Max Reinhardt, engaged to mount and direct Shakespeare's A Midsummer Night's Dream at the Hollywood Bowl, transformed the hillside into a wondrous fairyland. He invited Korngold to compose a score for his production.

Warner Brothers seized the opportunity to have this world-famous composer write scores for their Burbank studio productions. His extraordinary melodic gifts and masterly orchestras enhanced Warner's historic and daring adventure films.

Working with Korngold was pleasant. His Viennese tact and charm made him a devoted friend of everyone he encountered. He was exceptionally modest, and his bons mots became legendary. When someone at the Hollywood Bowl complained that airplanes flew over the site during the softest music, he quipped, "All the pilots have scores." My favorite was, "Even a great performance can't spoil a fine composition."

I played in his scores for Juarez and all the swashbuckling films of Errol Flynn: Captain Blood, The Sea Hawk, The Adventures of Robin Hood, Anthony Adverse, and The Private Lives of Elizabeth and Essex, among others. He was invariably polite and good-natured at recording sessions, although meticulous in achieving precisely what he wanted. He was unfailingly cheerful, and always inquired after our morning break, "How was the lunch, boys?" (there were also women players in Warner's orchestra).

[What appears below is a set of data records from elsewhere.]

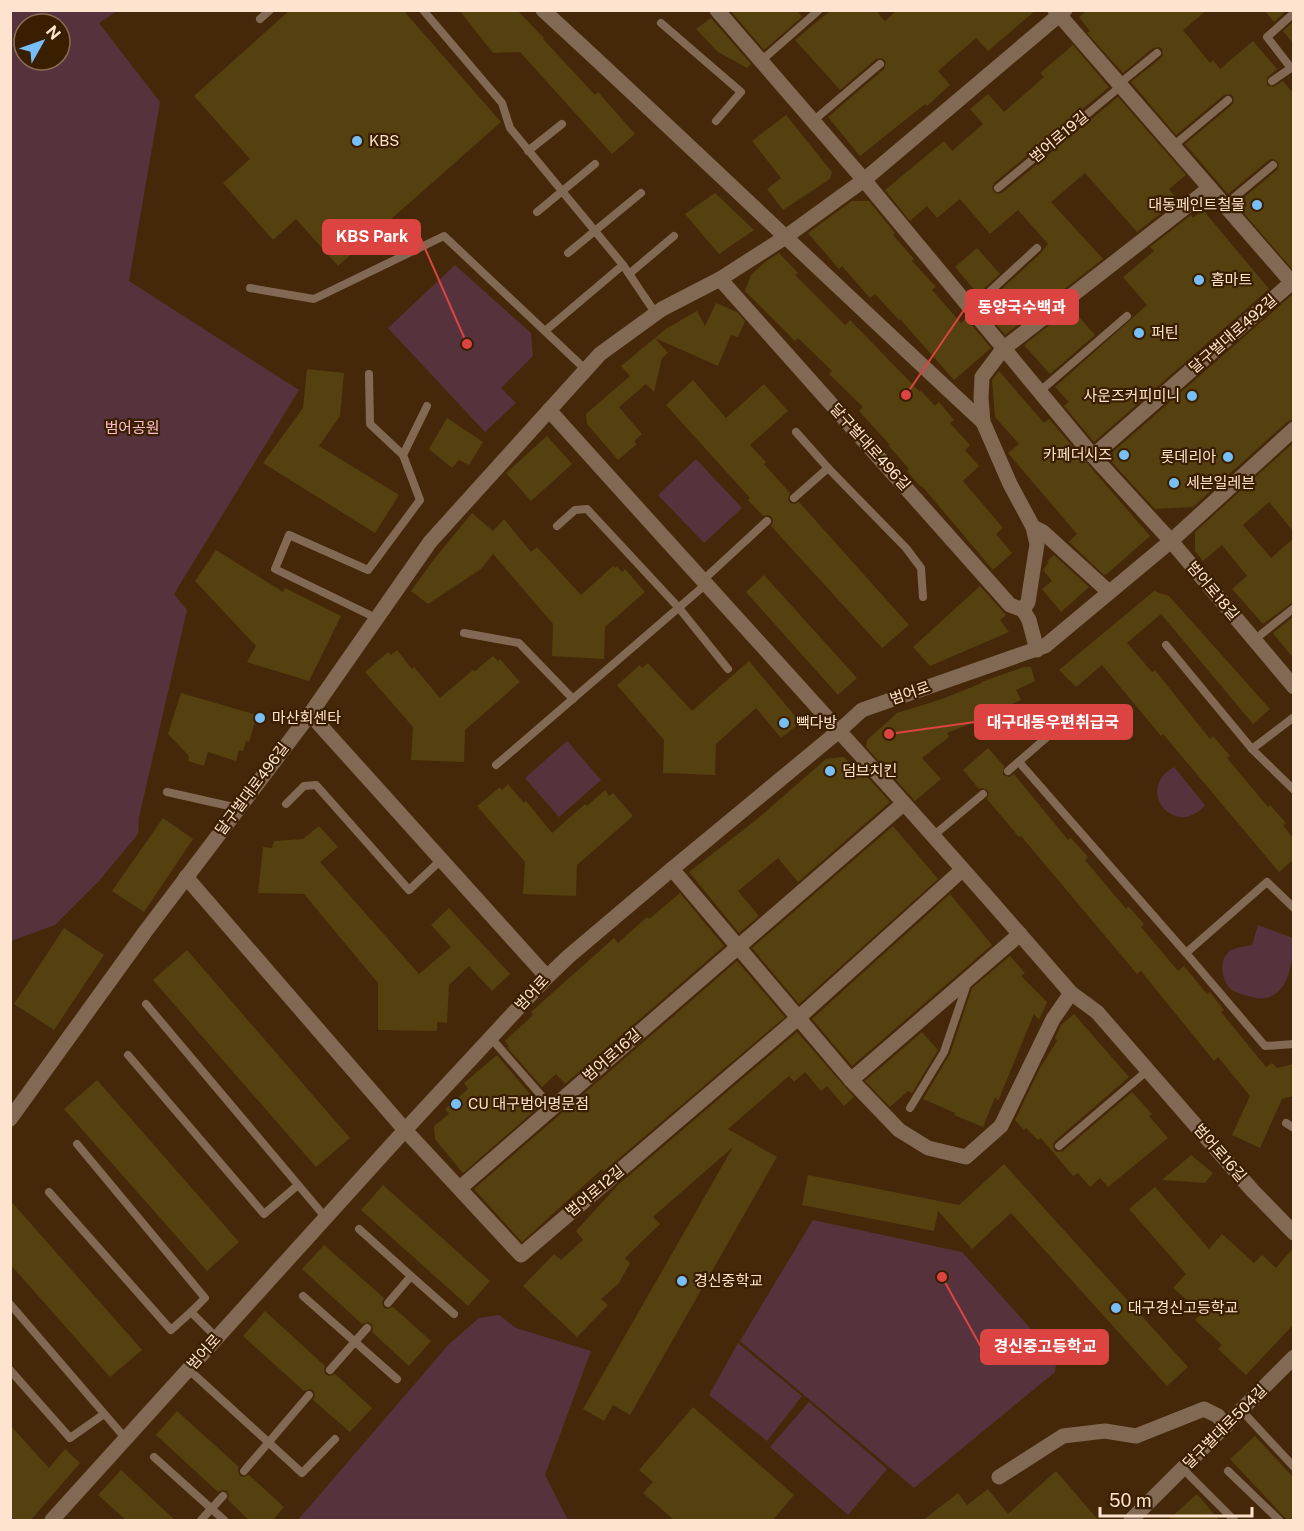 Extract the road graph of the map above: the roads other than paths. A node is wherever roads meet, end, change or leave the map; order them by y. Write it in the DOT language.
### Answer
graph roads {
  1 [pos="270,10"];
  2 [pos="423,10"];
  3 [pos="543,10"];
  4 [pos="717,10"];
  5 [pos="819,10"];
  6 [pos="1060,12"];
  7 [pos="1293,13"];
  8 [pos="260,19"];
  9 [pos="661,22"];
  10 [pos="1157,53"];
  11 [pos="761,61"];
  12 [pos="880,64"];
  13 [pos="1272,81"];
  14 [pos="1120,85"];
  15 [pos="1228,100"];
  16 [pos="716,121"];
  17 [pos="813,121"];
  18 [pos="562,124"];
  19 [pos="1173,146"];
  20 [pos="528,151"];
  21 [pos="595,164"];
  22 [pos="1273,165"];
  23 [pos="864,180"];
  24 [pos="998,188"];
  25 [pos="1210,188"];
  26 [pos="562,191"];
  27 [pos="641,193"];
  28 [pos="1225,205"];
  29 [pos="537,212"];
  30 [pos="595,231"];
  31 [pos="674,236"];
  32 [pos="784,238"];
  33 [pos="1037,248"];
  34 [pos="568,253"];
  35 [pos="623,265"];
  36 [pos="629,274"];
  37 [pos="720,279"];
  38 [pos="1292,284"];
  39 [pos="250,288"];
  40 [pos="971,309"];
  41 [pos="656,314"];
  42 [pos="1127,316"];
  43 [pos="545,331"];
  44 [pos="1003,349"];
  45 [pos="585,369"];
  46 [pos="369,374"];
  47 [pos="1039,392"];
  48 [pos="427,406"];
  49 [pos="549,410"];
  50 [pos="983,422"];
  51 [pos="1293,429"];
  52 [pos="796,432"];
  53 [pos="403,455"];
  54 [pos="1093,456"];
  55 [pos="828,468"];
  56 [pos="794,498"];
  57 [pos="767,521"];
  58 [pos="557,526"];
  59 [pos="1033,527"];
  60 [pos="1171,541"];
  61 [pos="704,583"];
  62 [pos="1110,592"];
  63 [pos="923,597"];
  64 [pos="679,608"];
  65 [pos="1293,608"];
  66 [pos="1023,610"];
  67 [pos="376,618"];
  68 [pos="464,633"];
  69 [pos="1254,640"];
  70 [pos="1166,645"];
  71 [pos="1036,650"];
  72 [pos="728,669"];
  73 [pos="1293,687"];
  74 [pos="573,699"];
  75 [pos="310,714"];
  76 [pos="1070,717"];
  77 [pos="1293,717"];
  78 [pos="840,730"];
  79 [pos="1252,749"];
  80 [pos="1019,762"];
  81 [pos="496,765"];
  82 [pos="1008,771"];
  83 [pos="1293,790"];
  84 [pos="167,792"];
  85 [pos="983,794"];
  86 [pos="286,804"];
  87 [pos="903,804"];
  88 [pos="238,808"];
  89 [pos="933,836"];
  90 [pos="441,860"];
  91 [pos="672,869"];
  92 [pos="962,870"];
  93 [pos="186,877"];
  94 [pos="1293,908"];
  95 [pos="1020,934"];
  96 [pos="738,947"];
  97 [pos="1186,953"];
  98 [pos="547,977"];
  99 [pos="969,978"];
  100 [pos="1071,993"];
  101 [pos="146,1004"];
  102 [pos="798,1018"];
  103 [pos="491,1038"];
  104 [pos="1293,1044"];
  105 [pos="128,1055"];
  106 [pos="1148,1070"];
  107 [pos="851,1080"];
  108 [pos="552,1108"];
  109 [pos="909,1108"];
  110 [pos="10,1119"];
  111 [pos="405,1130"];
  112 [pos="77,1144"];
  113 [pos="1059,1146"];
  114 [pos="298,1185"];
  115 [pos="460,1188"];
  116 [pos="49,1192"];
  117 [pos="326,1218"];
  118 [pos="359,1230"];
  119 [pos="1293,1233"];
  120 [pos="411,1276"];
  121 [pos="303,1296"];
  122 [pos="388,1303"];
  123 [pos="10,1304"];
  124 [pos="190,1312"];
  125 [pos="454,1314"];
  126 [pos="367,1328"];
  127 [pos="217,1338"];
  128 [pos="355,1342"];
  129 [pos="1293,1358"];
  130 [pos="188,1369"];
  131 [pos="10,1370"];
  132 [pos="330,1370"];
  133 [pos="397,1379"];
  134 [pos="309,1395"];
  135 [pos="1242,1411"];
  136 [pos="104,1414"];
  137 [pos="1226,1426"];
  138 [pos="126,1439"];
  139 [pos="335,1439"];
  140 [pos="268,1443"];
  141 [pos="154,1457"];
  142 [pos="1293,1467"];
  143 [pos="1183,1469"];
  144 [pos="244,1471"];
  145 [pos="1228,1471"];
  146 [pos="999,1477"];
  147 [pos="223,1496"];
  148 [pos="212,1509"];
  149 [pos="52,1521"];
  150 [pos="201,1521"];
  151 [pos="224,1521"];
  152 [pos="1131,1521"];
  153 [pos="1234,1521"];
  154 [pos="1279,1521"];
  1 -- 8 [label="lane"];
  2 -- 20 [label="lane"];
  3 -- 32 [label="street"];
  4 -- 11 [label="street"];
  5 -- 11 [label="lane"];
  6 -- 14 [label="street"];
  6 -- 23 [label="street, 달구벌대로496길"];
  7 -- 13 [label="lane"];
  9 -- 16 [label="lane"];
  10 -- 14 [label="lane, 범어로19길"];
  11 -- 17 [label="street"];
  12 -- 17 [label="lane"];
  14 -- 19 [label="street"];
  14 -- 24 [label="lane, 범어로19길"];
  15 -- 19 [label="lane"];
  17 -- 23 [label="street"];
  18 -- 20 [label="lane"];
  19 -- 25 [label="street"];
  20 -- 26 [label="lane"];
  21 -- 26 [label="lane"];
  22 -- 28 [label="lane"];
  23 -- 32 [label="street, 달구벌대로496길"];
  23 -- 40 [label="street"];
  25 -- 28 [label="street"];
  25 -- 44 [label="street"];
  26 -- 29 [label="lane"];
  26 -- 30 [label="lane"];
  27 -- 30 [label="lane"];
  28 -- 38 [label="street"];
  30 -- 34 [label="lane"];
  30 -- 35 [label="lane"];
  31 -- 36 [label="lane"];
  32 -- 37 [label="street, 달구벌대로496길"];
  32 -- 50 [label="street"];
  33 -- 40 [label="lane"];
  35 -- 36 [label="lane"];
  35 -- 43 [label="lane"];
  36 -- 41 [label="lane"];
  37 -- 41 [label="street, 달구벌대로496길"];
  37 -- 66 [label="street, 달구벌대로496길"];
  38 -- 54 [label="street, 달구벌대로492길"];
  39 -- 43 [label="lane"];
  40 -- 44 [label="street"];
  41 -- 45 [label="street, 달구벌대로496길"];
  42 -- 47 [label="lane"];
  43 -- 45 [label="lane"];
  44 -- 47 [label="street"];
  44 -- 50 [label="street"];
  45 -- 49 [label="street, 달구벌대로496길"];
  46 -- 53 [label="lane"];
  47 -- 54 [label="street"];
  48 -- 53 [label="lane"];
  49 -- 61 [label="street"];
  49 -- 67 [label="street, 달구벌대로496길"];
  50 -- 59 [label="street"];
  51 -- 60 [label="street, 범어로"];
  52 -- 55 [label="lane"];
  53 -- 67 [label="lane"];
  54 -- 60 [label="street"];
  55 -- 56 [label="lane"];
  55 -- 63 [label="lane"];
  57 -- 61 [label="lane"];
  58 -- 64 [label="lane"];
  59 -- 62 [label="street"];
  59 -- 66 [label="street"];
  60 -- 62 [label="street, 범어로"];
  60 -- 69 [label="street, 범어로18길"];
  61 -- 64 [label="lane"];
  61 -- 78 [label="street"];
  62 -- 71 [label="street, 범어로"];
  64 -- 72 [label="lane"];
  64 -- 74 [label="lane"];
  65 -- 69 [label="lane"];
  66 -- 71 [label="street"];
  67 -- 75 [label="street, 달구벌대로496길"];
  68 -- 74 [label="lane"];
  69 -- 73 [label="street, 범어로18길"];
  70 -- 79 [label="lane"];
  71 -- 78 [label="street, 범어로"];
  74 -- 81 [label="lane"];
  75 -- 88 [label="street, 달구벌대로496길"];
  75 -- 90 [label="street"];
  76 -- 80 [label="lane"];
  77 -- 79 [label="lane"];
  78 -- 87 [label="street, 범어로16길"];
  78 -- 91 [label="street, 범어로"];
  79 -- 83 [label="lane"];
  80 -- 82 [label="lane"];
  80 -- 97 [label="lane"];
  84 -- 88 [label="lane"];
  85 -- 89 [label="lane"];
  86 -- 90 [label="lane"];
  87 -- 89 [label="street, 범어로16길"];
  87 -- 96 [label="street, 범어로16길"];
  88 -- 93 [label="street, 달구벌대로496길"];
  89 -- 92 [label="street, 범어로16길"];
  90 -- 98 [label="street"];
  91 -- 96 [label="street"];
  91 -- 98 [label="street, 범어로"];
  92 -- 95 [label="street, 범어로16길"];
  92 -- 102 [label="street"];
  93 -- 110 [label="street, 달구벌대로496길"];
  93 -- 111 [label="street, 범어로12길"];
  94 -- 97 [label="lane"];
  95 -- 99 [label="street"];
  95 -- 100 [label="street, 범어로16길"];
  96 -- 102 [label="street"];
  96 -- 108 [label="street, 범어로16길"];
  97 -- 104 [label="lane"];
  98 -- 103 [label="street, 범어로"];
  99 -- 107 [label="street"];
  99 -- 109 [label="lane"];
  100 -- 106 [label="street, 범어로16길"];
  100 -- 107 [label="street"];
  101 -- 114 [label="lane"];
  102 -- 107 [label="street"];
  102 -- 115 [label="street, 범어로12길"];
  103 -- 108 [label="lane"];
  103 -- 111 [label="street, 범어로"];
  105 -- 114 [label="lane"];
  106 -- 113 [label="lane"];
  106 -- 119 [label="street, 범어로16길"];
  108 -- 115 [label="street, 범어로16길"];
  111 -- 115 [label="street, 범어로12길"];
  111 -- 117 [label="street, 범어로"];
  112 -- 124 [label="lane"];
  114 -- 117 [label="lane"];
  116 -- 124 [label="lane"];
  117 -- 127 [label="street, 범어로"];
  118 -- 120 [label="lane"];
  120 -- 122 [label="lane"];
  120 -- 125 [label="lane"];
  121 -- 128 [label="lane"];
  123 -- 136 [label="lane"];
  124 -- 127 [label="lane"];
  126 -- 128 [label="lane"];
  127 -- 130 [label="street, 범어로"];
  128 -- 132 [label="lane"];
  128 -- 133 [label="lane"];
  129 -- 135 [label="street, 달구벌대로504길"];
  130 -- 138 [label="street, 범어로"];
  130 -- 140 [label="lane"];
  131 -- 136 [label="lane"];
  134 -- 140 [label="lane"];
  135 -- 137 [label="street, 달구벌대로504길"];
  135 -- 142 [label="lane"];
  136 -- 138 [label="lane"];
  137 -- 143 [label="street, 달구벌대로504길"];
  137 -- 146 [label="street"];
  138 -- 149 [label="street, 범어로"];
  139 -- 140 [label="lane"];
  140 -- 144 [label="lane"];
  141 -- 148 [label="lane"];
  143 -- 152 [label="street, 달구벌대로504길"];
  143 -- 153 [label="lane"];
  145 -- 154 [label="lane"];
  147 -- 148 [label="lane"];
  148 -- 150 [label="lane"];
  148 -- 151 [label="lane"];
}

Korngold, Steiner, Waxman, R—zsa, and Herrmann all shared a comprehensive knowledge of music and orchestration, which their scores reflected. Many of today's musicians and composers lack understanding of the orchestra's capabilities, which accounts for the monotony of their sonority. Korngold, sitting at the piano, could approximate the range and color of an entire orchestral score and with a few gestures achieve exactly the performance he envisioned.

The Nazi political and cultural blight, which forced Franz Werfel, Thomas Mann, Arnold Schoenberg, Ernst Toch, Bruno Walter, Darius Milhaud, Otto Klemperer, Lion Feuchtwanger, and many others into the New World, cruelly cut Korngold off from the European opera houses that competed for his premieres. His opera Die tote Stadt was simultaneously premiered on the same night by opera houses in Hamburg, Cologne, and Vienna with great success.

Unfortunately, American critics were merciless in their contempt for composers, conductors, and performers who had "sold out" to Hollywood. This caused Korngold much sorrow. When Heifetz premiered the Korngold violin concerto, it received great acclaim from the public and press, with the sole exception of one New York critic who couldn't resist a cheap-shot headline, dubbing the work, "more Korn than gold," which was widely repeated. This lyric concerto will long outlast many arid twelve-tone concertos now praised by self-styled "Beckmessers." Time alone will sort out the music and art worthy of enduring admiration.

My final recording under Korngold's direction was his score for the unfortunate Warner Brothers remake of Somerset Maugham's Of Human Bondage. I remarked to Annette, "This is where we came in; it's time to leave."